Availability of gpt 5 nano and mini

AWD · August 8, 2025, 8:09am

Hi all,

The api page of OpenAI now lists GPT 5 nano and mini, as well as others but primarily I was looking for those, because they are presumably better and are also cheaper to use. Is there a way to get them into Devonthink?

BR AWD

cgrunenberg · August 8, 2025, 9:44am

The next release will support GPT-5. But so far our results are a mixed bag, in many cases GPT 4.1 is still superior.

vinschger · August 8, 2025, 5:35pm

have you an idea why it is “below” GPT 4.1? Due to the lower context window?

cgrunenberg · August 8, 2025, 5:51pm

Only OpenAI could answer this question but the context window didn’t matter for our tests. Maybe the model has been optimized for certain usage scenarios or their own ChatGPT.app?

Prompts that basically work for most models (including local ones like Gemma 3 or inexpensive commercial ones like Gemini 2.5 Flash Lite or even OpenAI’s older models like GPT 4.1 Nano) suddenly return definitely worse results. And different settings for the reasoning effort made no difference.

rkaplan · August 10, 2025, 12:42pm

When I first read the GPT-5.1 announcements and early reviews, I was disappointed as well - it seemed to be a step down from GPT-4.1. But then I realized that lost in the details of the initial coverage were two things - (1) OpenAI specifically says GPT-5.1 excels in analysis of health and other professional documents; and (2) While the context window of GPT-5.1 is smaller than GPT-4.1, its maximum output window is nearly as large as its total context window.

I tried it in a web-based project I am working on, and what I most noticed is that for similar prompts, GPT-5.1 is indeed much more detailed in its output. Compare some OpenRouter usage data of mine for example which show both input and output tokens:

So I took a fake set of medical documents that I created for testing/demonstration purposes and compared the results:

Claude 4 Sonnet:

GPT-4.1 Mini:

GPT-5.1 Mini:

At least for this task, GPT-4.1 Mini produces a report which is essentially as useful as Claude for 10% of the cost.

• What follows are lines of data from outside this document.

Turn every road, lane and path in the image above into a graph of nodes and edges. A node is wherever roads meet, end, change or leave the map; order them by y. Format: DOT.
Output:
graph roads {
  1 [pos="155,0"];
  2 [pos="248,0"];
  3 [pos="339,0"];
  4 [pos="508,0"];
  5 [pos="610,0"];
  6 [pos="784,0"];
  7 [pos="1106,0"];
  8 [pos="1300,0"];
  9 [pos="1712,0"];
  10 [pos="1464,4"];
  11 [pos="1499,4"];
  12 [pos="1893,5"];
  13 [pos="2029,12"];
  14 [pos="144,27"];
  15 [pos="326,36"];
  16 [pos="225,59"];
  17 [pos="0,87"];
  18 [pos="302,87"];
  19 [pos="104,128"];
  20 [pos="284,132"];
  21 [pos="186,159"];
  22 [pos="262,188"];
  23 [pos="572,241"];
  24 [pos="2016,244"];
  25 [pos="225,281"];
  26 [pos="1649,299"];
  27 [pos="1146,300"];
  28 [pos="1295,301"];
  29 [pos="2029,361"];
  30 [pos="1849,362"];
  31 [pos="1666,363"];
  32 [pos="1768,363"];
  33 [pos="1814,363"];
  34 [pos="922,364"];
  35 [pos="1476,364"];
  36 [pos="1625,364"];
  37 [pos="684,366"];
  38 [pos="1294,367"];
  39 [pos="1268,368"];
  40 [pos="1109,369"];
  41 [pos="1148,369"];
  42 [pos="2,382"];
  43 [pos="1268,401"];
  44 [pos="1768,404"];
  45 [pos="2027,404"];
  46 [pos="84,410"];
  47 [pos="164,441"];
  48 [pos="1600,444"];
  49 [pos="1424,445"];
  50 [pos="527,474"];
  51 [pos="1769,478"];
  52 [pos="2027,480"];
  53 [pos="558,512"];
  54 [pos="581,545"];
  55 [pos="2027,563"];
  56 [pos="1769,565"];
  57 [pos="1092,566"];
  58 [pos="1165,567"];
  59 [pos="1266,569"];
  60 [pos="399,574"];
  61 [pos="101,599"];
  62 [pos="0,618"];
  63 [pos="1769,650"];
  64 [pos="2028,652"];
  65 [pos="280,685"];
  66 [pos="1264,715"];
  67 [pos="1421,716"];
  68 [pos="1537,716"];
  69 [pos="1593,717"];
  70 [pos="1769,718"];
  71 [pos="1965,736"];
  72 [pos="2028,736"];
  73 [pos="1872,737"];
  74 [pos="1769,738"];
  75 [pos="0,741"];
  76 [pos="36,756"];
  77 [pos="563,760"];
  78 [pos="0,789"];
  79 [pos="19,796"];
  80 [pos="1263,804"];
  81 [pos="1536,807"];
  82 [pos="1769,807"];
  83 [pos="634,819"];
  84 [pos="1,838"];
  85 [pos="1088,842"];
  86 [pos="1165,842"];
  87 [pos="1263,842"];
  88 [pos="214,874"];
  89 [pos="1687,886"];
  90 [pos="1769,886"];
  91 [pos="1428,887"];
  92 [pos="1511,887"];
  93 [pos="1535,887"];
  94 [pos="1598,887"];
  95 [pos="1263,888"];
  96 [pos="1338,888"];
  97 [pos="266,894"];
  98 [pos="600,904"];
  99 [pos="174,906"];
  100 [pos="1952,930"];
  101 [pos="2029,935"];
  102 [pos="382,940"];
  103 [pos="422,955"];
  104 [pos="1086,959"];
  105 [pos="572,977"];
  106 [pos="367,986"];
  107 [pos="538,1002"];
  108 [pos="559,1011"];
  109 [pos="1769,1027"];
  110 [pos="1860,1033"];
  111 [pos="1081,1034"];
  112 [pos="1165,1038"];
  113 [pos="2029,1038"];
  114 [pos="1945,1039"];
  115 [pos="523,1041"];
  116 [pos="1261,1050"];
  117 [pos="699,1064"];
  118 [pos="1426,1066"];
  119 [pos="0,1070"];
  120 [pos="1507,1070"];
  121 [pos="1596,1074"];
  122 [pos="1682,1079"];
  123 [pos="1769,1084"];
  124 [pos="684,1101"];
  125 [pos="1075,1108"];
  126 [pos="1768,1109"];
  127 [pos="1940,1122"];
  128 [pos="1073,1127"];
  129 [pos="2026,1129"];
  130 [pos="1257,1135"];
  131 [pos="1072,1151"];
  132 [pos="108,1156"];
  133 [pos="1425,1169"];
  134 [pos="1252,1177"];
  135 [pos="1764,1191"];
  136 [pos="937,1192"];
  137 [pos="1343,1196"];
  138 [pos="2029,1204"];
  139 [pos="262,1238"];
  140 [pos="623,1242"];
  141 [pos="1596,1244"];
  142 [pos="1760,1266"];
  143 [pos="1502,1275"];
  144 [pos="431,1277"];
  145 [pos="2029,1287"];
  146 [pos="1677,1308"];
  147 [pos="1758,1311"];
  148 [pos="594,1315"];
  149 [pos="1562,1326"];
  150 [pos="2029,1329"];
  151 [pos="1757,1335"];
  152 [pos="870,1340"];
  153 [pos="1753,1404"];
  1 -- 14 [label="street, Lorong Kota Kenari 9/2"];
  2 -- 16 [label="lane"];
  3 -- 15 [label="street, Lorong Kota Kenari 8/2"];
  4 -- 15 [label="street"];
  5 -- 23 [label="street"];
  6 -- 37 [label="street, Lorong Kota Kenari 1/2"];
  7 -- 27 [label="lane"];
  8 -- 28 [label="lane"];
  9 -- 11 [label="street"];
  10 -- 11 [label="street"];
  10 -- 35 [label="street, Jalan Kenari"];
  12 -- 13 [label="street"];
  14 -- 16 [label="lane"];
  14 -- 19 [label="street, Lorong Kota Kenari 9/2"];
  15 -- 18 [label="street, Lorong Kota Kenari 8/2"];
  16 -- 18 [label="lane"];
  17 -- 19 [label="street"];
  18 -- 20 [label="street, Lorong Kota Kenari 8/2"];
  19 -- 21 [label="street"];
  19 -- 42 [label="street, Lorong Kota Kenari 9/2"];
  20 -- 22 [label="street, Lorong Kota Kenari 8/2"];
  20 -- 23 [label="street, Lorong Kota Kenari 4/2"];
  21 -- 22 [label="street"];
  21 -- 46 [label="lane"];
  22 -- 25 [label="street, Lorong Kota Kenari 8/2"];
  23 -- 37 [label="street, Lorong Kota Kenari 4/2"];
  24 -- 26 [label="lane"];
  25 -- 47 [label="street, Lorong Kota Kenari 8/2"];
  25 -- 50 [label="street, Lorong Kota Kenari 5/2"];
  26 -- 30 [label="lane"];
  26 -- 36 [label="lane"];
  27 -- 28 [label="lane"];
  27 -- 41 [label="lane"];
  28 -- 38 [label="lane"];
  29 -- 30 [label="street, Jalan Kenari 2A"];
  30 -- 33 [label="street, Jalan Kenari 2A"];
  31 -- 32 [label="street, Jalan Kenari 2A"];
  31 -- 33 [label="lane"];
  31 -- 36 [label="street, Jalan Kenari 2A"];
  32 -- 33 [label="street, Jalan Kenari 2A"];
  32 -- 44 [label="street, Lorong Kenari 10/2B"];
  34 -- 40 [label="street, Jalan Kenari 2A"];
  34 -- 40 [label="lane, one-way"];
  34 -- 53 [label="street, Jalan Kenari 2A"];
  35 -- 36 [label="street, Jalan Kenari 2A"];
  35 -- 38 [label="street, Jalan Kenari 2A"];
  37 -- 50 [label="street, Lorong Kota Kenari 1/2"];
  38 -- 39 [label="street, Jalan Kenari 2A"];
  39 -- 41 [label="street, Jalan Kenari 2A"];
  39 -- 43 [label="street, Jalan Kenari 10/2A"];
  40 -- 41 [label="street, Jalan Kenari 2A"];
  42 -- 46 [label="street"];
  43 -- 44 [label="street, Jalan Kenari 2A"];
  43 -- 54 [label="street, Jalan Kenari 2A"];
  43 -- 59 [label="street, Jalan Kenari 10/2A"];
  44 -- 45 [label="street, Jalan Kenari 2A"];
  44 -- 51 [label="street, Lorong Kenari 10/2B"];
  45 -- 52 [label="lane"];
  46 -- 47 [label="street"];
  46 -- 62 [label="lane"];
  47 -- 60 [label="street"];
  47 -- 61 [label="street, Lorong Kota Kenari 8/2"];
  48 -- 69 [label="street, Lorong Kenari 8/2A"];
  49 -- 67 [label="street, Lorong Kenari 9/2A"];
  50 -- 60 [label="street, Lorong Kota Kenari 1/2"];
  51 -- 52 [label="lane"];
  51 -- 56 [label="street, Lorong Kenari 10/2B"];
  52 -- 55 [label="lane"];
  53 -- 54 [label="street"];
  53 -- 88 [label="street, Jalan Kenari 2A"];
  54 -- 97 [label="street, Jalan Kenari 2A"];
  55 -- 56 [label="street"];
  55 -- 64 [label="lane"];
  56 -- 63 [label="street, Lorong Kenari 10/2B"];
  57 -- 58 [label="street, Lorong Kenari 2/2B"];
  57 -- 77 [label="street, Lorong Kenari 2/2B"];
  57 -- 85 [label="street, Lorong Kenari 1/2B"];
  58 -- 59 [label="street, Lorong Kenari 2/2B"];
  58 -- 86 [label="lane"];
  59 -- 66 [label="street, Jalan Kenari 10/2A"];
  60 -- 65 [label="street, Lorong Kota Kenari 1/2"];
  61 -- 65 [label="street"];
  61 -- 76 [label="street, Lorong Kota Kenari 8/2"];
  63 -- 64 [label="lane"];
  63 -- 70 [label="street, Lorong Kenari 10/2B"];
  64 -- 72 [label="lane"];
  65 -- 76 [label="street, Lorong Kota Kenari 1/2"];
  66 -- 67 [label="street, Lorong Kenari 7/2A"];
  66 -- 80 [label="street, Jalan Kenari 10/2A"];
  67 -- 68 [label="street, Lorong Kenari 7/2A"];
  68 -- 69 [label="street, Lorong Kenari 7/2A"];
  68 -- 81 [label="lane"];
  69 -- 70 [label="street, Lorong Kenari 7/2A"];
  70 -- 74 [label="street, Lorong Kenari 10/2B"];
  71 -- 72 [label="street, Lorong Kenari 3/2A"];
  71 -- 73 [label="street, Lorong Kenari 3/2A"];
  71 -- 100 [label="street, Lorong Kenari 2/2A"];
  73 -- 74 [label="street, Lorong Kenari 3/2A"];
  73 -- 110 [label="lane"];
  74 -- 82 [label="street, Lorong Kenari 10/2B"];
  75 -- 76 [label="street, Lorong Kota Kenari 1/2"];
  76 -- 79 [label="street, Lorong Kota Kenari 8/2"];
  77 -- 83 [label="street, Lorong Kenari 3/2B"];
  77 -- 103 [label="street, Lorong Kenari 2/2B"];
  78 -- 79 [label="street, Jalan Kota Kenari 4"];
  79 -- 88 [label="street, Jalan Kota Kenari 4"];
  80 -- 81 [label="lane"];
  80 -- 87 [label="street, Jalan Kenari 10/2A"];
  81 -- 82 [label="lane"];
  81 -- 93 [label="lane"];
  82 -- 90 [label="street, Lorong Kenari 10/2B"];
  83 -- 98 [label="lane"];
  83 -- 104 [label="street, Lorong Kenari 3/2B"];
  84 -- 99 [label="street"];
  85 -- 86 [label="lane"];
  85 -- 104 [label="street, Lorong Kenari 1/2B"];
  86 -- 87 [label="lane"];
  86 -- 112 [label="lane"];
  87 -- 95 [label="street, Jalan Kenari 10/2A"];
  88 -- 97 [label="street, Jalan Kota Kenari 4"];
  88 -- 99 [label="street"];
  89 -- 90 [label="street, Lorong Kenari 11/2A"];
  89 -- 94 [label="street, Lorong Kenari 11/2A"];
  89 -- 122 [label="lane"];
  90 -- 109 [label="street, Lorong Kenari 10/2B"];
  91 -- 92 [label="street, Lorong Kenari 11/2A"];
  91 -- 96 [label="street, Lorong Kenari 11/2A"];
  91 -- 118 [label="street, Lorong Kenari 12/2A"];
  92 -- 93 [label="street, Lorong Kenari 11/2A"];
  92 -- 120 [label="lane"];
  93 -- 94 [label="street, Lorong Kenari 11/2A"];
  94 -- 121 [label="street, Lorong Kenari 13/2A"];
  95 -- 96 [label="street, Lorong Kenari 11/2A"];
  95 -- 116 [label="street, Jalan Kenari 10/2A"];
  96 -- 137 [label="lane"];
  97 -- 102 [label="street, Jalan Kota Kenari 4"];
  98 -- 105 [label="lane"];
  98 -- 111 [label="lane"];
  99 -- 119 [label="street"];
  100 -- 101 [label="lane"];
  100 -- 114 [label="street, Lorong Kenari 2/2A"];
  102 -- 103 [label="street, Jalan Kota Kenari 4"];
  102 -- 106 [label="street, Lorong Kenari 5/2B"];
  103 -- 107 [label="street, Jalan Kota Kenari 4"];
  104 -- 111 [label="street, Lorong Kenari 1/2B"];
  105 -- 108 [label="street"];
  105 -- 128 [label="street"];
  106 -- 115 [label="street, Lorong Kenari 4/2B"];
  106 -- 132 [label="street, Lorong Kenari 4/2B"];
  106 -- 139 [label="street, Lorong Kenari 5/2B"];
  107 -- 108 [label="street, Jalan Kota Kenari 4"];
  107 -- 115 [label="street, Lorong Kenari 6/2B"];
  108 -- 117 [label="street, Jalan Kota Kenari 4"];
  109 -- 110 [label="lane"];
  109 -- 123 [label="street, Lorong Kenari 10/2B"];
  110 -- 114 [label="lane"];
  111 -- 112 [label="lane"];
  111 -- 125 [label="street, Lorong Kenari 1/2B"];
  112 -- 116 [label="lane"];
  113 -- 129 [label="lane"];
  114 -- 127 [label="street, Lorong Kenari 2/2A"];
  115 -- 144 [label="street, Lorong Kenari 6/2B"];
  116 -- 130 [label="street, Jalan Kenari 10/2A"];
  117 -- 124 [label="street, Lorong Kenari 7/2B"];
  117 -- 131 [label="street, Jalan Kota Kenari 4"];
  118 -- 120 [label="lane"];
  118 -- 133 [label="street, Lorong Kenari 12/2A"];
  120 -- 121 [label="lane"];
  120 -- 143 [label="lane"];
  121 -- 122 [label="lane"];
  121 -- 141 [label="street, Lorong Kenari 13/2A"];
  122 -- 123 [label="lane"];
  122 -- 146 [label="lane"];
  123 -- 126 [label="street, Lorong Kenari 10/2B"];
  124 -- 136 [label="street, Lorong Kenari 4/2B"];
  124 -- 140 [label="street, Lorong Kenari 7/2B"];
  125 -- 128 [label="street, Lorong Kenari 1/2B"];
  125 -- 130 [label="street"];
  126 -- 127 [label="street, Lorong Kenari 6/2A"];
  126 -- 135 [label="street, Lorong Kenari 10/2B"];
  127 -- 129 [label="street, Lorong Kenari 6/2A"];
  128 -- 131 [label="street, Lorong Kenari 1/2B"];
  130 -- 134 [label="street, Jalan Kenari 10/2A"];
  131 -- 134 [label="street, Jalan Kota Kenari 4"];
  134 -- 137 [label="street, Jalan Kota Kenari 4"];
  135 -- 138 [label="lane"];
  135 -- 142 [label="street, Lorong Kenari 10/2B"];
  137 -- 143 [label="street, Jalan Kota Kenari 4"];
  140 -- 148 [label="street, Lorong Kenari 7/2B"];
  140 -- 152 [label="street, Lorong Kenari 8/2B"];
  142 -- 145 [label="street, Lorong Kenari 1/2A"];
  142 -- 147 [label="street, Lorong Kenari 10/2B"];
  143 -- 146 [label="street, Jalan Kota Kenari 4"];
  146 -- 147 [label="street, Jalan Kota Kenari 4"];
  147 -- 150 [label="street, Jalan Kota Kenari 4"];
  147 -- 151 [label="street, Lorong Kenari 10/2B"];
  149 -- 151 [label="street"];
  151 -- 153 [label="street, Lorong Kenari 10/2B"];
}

There are some nuanced details that GPT-4.1 Mini misses with more complex documents but I think most users would consider the Claude and GPT-4.1 mini reports to be equivalent. Plus GPT-4.1 mini has a context window much larger than Claude which is a big plus.

GPT-5.1 is interesting. It has the smallest context window of the 3, yet its report is by far the most detailed especially with regard to providing links to its sources, which is the most crticial role of AI for my purposes. OpenAI’s approach of allowing basically unrestricted output tokens shows its capabilities here.

While the smaller context window is a limitation, I can get around that by breaking up documents into chapters and then later creating a “summary of summaries” to combine the information from each chapter. It’s more complex to do that than to simply summarize each document, but once the algorithm has been created that process becomes seamless to the user. While DT4 is by far the best example of AI integration I have seen in any application, this use case is one reason while I believe a way to split PDF documents at every n pages via Applescript would be a stellar additional feature in DT4.

cgrunenberg · August 10, 2025, 2:16pm

Actually GPT-5 has a new verbosity API setting, by default it seems to be much more verbose. Depends on the usage scenario whether that‘s an improvement or not.

rkaplan · August 10, 2025, 2:44pm

Agreed

Almost seems like GPT-5 could have been an alternate model of GPT-4. LIke “Gpt-4 Verbose.”

The “verbosity” setting seems to be an easier to understand way to communicate that it has the ability to create far more output tokens than the other OpenAI models. As you say - that can be good or bad depending on the use.